THE TASK:
Where does the string "highway" appear? Copy every line of the entries below that holds it.

DATA RECORDS START

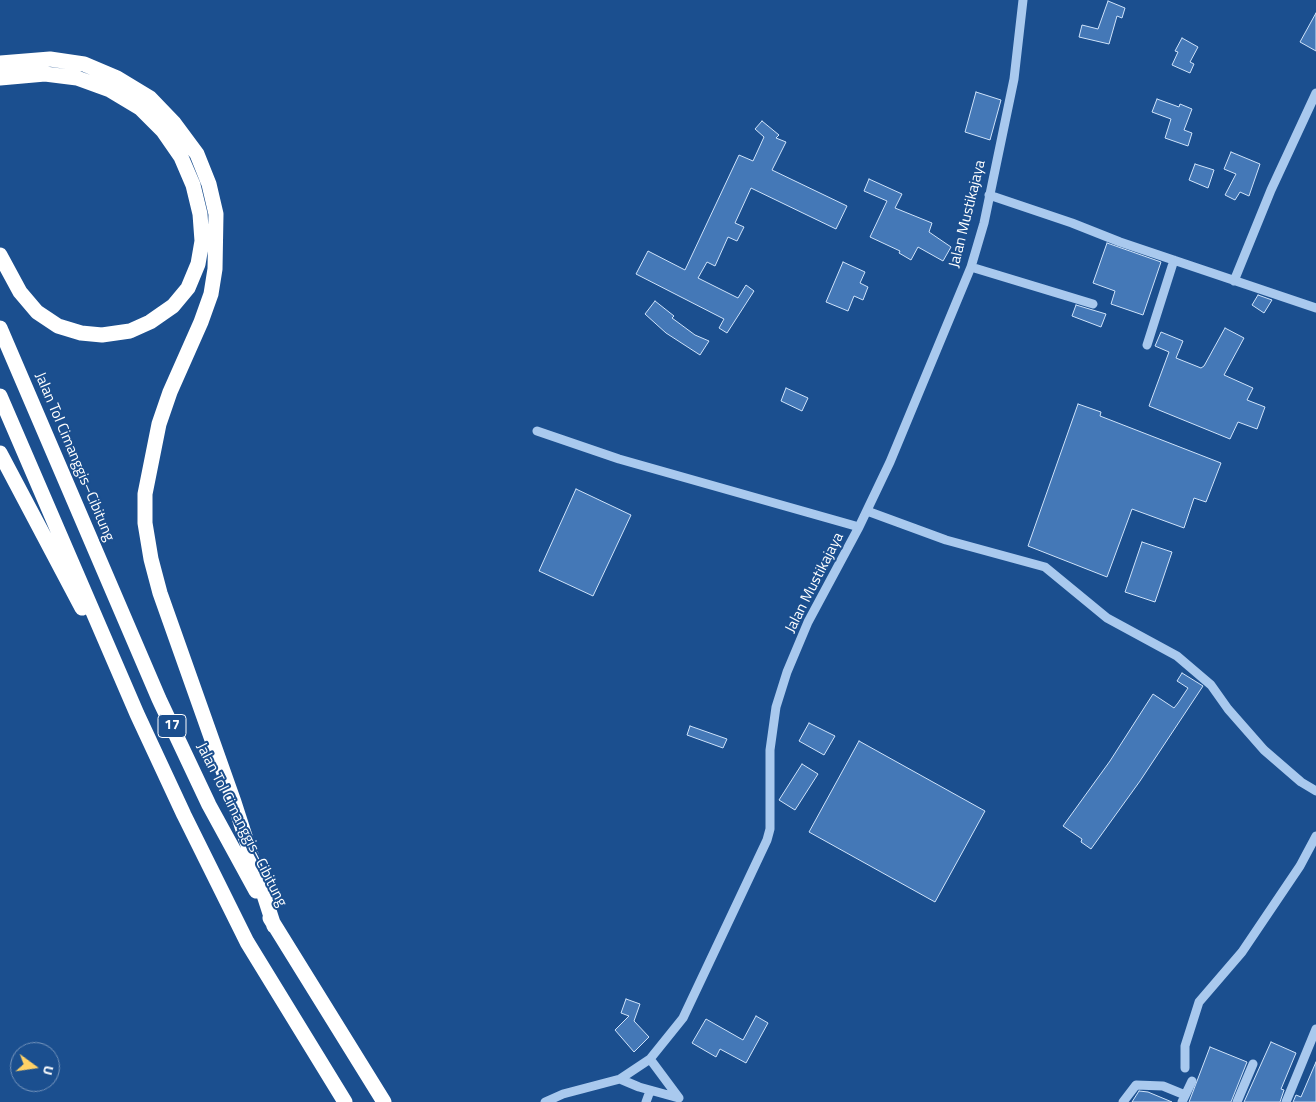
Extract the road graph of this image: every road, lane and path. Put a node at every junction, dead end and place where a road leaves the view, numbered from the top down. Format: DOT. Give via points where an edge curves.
graph roads {
  1 [pos="1023,0"];
  2 [pos="0,63"];
  3 [pos="0,78"];
  4 [pos="1316,94"];
  5 [pos="989,195"];
  6 [pos="0,255"];
  7 [pos="1174,260"];
  8 [pos="971,267"];
  9 [pos="1234,281"];
  10 [pos="1093,304"];
  11 [pos="1316,308"];
  12 [pos="0,328"];
  13 [pos="1147,346"];
  14 [pos="0,396"];
  15 [pos="537,431"];
  16 [pos="0,453"];
  17 [pos="867,511"];
  18 [pos="859,527"];
  19 [pos="137,714"];
  20 [pos="1316,791"];
  21 [pos="1316,836"];
  22 [pos="274,926"];
  23 [pos="1316,1030"];
  24 [pos="650,1059"];
  25 [pos="1253,1064"];
  26 [pos="1185,1068"];
  27 [pos="620,1078"];
  28 [pos="1192,1081"];
  29 [pos="650,1091"];
  30 [pos="679,1098"];
  31 [pos="1184,1098"];
  32 [pos="345,1102"];
  33 [pos="384,1102"];
  34 [pos="545,1102"];
  35 [pos="646,1102"];
  36 [pos="688,1102"];
  37 [pos="1123,1102"];
  38 [pos="1237,1102"];
  39 [pos="1286,1102"];
  1 -- 5 [label="street, Jalan Mustikajaya" via="1014,79"];
  2 -- 22 [label="highway" via="50,59 84,64 117,78 150,98 174,123 196,154 208,184 216,214 212,286 160,424 145,494 146,523 160,593"];
  3 -- 6 [label="highway" via="45,74 77,78 110,90 140,108 163,131 181,157 193,185 202,241 198,264 188,288 173,306 130,331 102,335 58,326 38,312 20,292"];
  4 -- 9 [label="street" via="1271,190"];
  5 -- 7 [label="street"];
  5 -- 8 [label="street, Jalan Mustikajaya"];
  7 -- 9 [label="street"];
  7 -- 13 [label="street"];
  8 -- 10 [label="street"];
  8 -- 17 [label="street, Jalan Mustikajaya"];
  9 -- 11 [label="street"];
  12 -- 22 [label="highway, Jalan Tol Cimanggis–Cibitung / 17" via="159,699 209,805"];
  14 -- 19 [label="highway, 17"];
  15 -- 18 [label="street" via="619,460"];
  16 -- 19 [label="highway"];
  17 -- 18 [label="street, Jalan Mustikajaya"];
  17 -- 20 [label="street" via="946,540 1045,567 1107,618 1178,656 1211,685 1264,750"];
  18 -- 24 [label="street, Jalan Mustikajaya" via="808,622 776,707 770,750 770,828 767,840 683,1018"];
  19 -- 32 [label="highway, 17" via="248,942"];
  21 -- 26 [label="street" via="1300,866 1242,952 1199,1002 1185,1046"];
  22 -- 33 [label="highway, Jalan Tol Cimanggis–Cibitung / 17"];
  23 -- 39 [label="street"];
  24 -- 27 [label="street, Jalan Mustikajaya"];
  24 -- 30 [label="street"];
  25 -- 38 [label="street"];
  27 -- 29 [label="street"];
  27 -- 34 [label="street, Jalan Mustikajaya"];
  28 -- 31 [label="street"];
  29 -- 30 [label="street"];
  29 -- 35 [label="street"];
  30 -- 36 [label="street"];
  31 -- 37 [label="street" via="1163,1086 1136,1085"];
}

DATA RECORDS END

WRITTEN ANSWER:
  2 -- 22 [label="highway" via="50,59 84,64 117,78 150,98 174,123 196,154 208,184 216,214 212,286 160,424 145,494 146,523 160,593"];
  3 -- 6 [label="highway" via="45,74 77,78 110,90 140,108 163,131 181,157 193,185 202,241 198,264 188,288 173,306 130,331 102,335 58,326 38,312 20,292"];
  12 -- 22 [label="highway, Jalan Tol Cimanggis–Cibitung / 17" via="159,699 209,805"];
  14 -- 19 [label="highway, 17"];
  16 -- 19 [label="highway"];
  19 -- 32 [label="highway, 17" via="248,942"];
  22 -- 33 [label="highway, Jalan Tol Cimanggis–Cibitung / 17"];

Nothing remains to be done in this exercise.